▶ Brief: Nothing but a number is wanted here: the count of lines in the data holding the word "points".

Saved entries
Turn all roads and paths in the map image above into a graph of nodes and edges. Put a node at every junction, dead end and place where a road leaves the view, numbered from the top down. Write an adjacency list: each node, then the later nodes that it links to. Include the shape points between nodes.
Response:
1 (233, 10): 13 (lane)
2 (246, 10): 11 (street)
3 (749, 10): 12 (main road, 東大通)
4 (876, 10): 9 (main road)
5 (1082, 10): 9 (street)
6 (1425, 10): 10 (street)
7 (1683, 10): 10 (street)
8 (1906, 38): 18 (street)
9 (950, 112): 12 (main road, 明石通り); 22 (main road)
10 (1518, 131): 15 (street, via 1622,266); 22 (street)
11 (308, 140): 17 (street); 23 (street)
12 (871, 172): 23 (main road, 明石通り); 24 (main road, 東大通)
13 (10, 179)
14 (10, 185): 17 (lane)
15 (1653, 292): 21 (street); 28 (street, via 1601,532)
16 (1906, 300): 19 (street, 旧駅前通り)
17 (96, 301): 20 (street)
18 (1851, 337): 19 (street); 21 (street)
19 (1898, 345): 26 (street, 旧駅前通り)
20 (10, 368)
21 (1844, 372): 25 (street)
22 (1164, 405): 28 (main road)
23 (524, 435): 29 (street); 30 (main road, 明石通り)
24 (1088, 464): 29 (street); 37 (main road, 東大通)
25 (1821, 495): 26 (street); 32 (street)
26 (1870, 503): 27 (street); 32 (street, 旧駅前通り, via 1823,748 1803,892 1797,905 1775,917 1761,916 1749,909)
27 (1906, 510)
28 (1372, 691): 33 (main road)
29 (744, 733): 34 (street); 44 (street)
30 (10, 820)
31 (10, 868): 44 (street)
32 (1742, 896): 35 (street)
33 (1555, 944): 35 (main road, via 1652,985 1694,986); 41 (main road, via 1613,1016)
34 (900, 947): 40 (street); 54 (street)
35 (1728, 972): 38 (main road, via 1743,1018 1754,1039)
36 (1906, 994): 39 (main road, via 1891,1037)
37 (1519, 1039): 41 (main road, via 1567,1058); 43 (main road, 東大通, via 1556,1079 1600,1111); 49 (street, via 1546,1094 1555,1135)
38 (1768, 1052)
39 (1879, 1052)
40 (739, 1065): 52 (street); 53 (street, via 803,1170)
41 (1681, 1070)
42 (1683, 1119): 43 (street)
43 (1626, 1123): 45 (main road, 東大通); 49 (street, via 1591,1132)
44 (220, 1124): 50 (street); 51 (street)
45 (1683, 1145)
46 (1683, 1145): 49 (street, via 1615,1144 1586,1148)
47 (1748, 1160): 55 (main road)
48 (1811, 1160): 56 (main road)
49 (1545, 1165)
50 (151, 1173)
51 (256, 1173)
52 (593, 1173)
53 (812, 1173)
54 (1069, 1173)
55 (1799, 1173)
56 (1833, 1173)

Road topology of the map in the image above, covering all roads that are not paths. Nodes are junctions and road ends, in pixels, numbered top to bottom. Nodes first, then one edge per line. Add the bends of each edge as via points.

▶ Response for this exercise: 2